The Rashtriya Swayamsevak Sangh (RSS) chief Mohan Bhagwat announced that JNU is a hub of anti-national activities. The RSS mouthpiece Panchjanya had alleged that JNU is home to ‘a huge anti-national block which has the aim of disintegrating India’. Another article in it alleged ‘JNU is one such institute where nationalism is considered an offense. Presenting Indian culture in a distorted way is common. The removal of Army from Kashmir is supported here. They advocate various other anti-national activities here.’40 These statements were followed up by a crackdown on JNU on 9 February 2016, with an alleged claim that students of JNU shouted anti-India slogans that supported the separation of Kashmir from India, and some of them were arrested for sedition.
From openly debating why the Kashmiris demand for a plebiscite may be legitimate, today, even uttering a doubt about the possible human rights violations committed by security forces could count as anti-national activity. Demanding rule of law and accountability from the police and armed and paramilitary forces has become sedition. Raising slogans—however objectionable some of them might have been—is now being seen as an act of terror. Universities have been, perhaps, the last public spaces to assert a right to express and debate, which are utterly indispensable for holding a nation together. The RSS, in its mouthpiece as stated above, argued that JNU is a bastion of anti-national activities and a hub of terror. What we witnessed in JNU is an outcome of that kind of an understanding of a place that is willing to penetrate the political nature of various problems, including the nationality struggles in the Northeast, socio-economic roots of the Maoist insurgency, everyday humiliation suffered by Dalits, marginalization of Muslims, sexual harassment of women, and stigmatization of sexual minorities. Not long ago, demanding reservations for the OBCs and implementing the Mandal Commission report were described as anti-national, and today, the BJP-RSS that had vehemently opposed such demands proudly projects an OBC person as its leader.41
‘Nationalism without a Nation’
On the day of the public meeting in JNU on 1 February 2016, to protest the police clampdown and demand the release of Kanhaiya Kumar, a handful of Akhil Bharatiya Vidyarthi Parishad (ABVP) activists were waving black flags and raising slogans against the massive gathering. They were allowed the space to protest. In no small measure, this reflects the spirit that JNU has stood for all these years. A spirit that stands in complete opposition to the way the current political dispensation has handled students, not at JNU alone but at the University of Hyderabad, Indian Institute of Technology Madras (IIT Madras), and FTII. A spirit that refuses to be subsumed under the simple-minded, mediocre nationalism of the current dispensation that wishes away every difference of opinion and perceives it as ‘Bharat Ma ka apman’.

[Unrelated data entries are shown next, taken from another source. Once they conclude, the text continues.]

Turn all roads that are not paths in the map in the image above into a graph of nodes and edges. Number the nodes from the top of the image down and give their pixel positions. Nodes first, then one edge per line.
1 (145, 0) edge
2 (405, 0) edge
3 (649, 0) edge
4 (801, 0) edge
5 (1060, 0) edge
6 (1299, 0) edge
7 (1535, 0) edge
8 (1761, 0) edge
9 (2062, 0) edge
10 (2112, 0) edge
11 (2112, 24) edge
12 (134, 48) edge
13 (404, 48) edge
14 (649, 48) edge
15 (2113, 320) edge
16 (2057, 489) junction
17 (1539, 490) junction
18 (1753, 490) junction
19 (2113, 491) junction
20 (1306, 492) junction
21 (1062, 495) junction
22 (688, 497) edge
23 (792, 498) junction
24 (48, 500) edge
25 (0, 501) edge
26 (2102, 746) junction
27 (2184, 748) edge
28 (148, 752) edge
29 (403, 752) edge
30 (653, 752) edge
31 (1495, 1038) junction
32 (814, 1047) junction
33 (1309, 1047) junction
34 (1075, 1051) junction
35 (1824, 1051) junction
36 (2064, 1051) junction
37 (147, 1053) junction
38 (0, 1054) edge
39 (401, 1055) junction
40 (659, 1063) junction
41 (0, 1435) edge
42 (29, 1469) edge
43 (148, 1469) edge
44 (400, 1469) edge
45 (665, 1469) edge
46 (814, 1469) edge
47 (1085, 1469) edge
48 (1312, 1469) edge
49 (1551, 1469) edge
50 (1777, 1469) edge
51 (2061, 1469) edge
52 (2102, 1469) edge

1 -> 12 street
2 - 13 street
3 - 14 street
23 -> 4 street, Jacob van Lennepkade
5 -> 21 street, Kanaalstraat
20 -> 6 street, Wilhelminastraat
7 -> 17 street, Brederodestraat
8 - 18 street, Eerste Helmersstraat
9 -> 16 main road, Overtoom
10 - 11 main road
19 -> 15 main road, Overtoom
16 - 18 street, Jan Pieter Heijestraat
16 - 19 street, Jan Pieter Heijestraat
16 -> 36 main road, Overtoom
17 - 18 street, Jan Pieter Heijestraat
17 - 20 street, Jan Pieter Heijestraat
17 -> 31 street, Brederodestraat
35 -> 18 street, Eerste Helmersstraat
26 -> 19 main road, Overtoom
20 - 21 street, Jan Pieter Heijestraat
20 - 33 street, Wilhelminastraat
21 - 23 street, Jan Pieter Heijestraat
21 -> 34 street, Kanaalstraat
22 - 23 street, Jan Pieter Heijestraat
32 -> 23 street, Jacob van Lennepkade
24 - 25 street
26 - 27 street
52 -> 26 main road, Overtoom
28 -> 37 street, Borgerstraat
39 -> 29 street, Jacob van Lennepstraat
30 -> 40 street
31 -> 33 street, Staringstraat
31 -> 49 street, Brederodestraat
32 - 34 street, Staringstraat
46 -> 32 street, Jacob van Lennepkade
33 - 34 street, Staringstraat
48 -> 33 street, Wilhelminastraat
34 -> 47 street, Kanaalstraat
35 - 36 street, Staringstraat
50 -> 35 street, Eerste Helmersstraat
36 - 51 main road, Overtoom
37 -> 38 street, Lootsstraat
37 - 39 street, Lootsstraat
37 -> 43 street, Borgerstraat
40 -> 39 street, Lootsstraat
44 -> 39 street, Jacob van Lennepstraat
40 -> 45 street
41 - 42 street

Nations flourish when they instil a sense of belongingness and meaning in their diversity. Universities play an important role in this by contributing towards extending the inclusive character and democratizing social hierarchies. Otherwise, we often end up with ‘nationalism without a nation’. The death of ideas is also the death of a nation. In fact, the persistent crisis of the present government is one of a lack of imagination and failure to create a new energy that often comes with fresh and innovative ideas in a democracy. Growth is stuck, and the government is not willing to innovate new welfare policies that can reinvigorate its social mobilization. Communal polarization had failed both in Delhi and Bihar. The only option was hyperbolic nationalism.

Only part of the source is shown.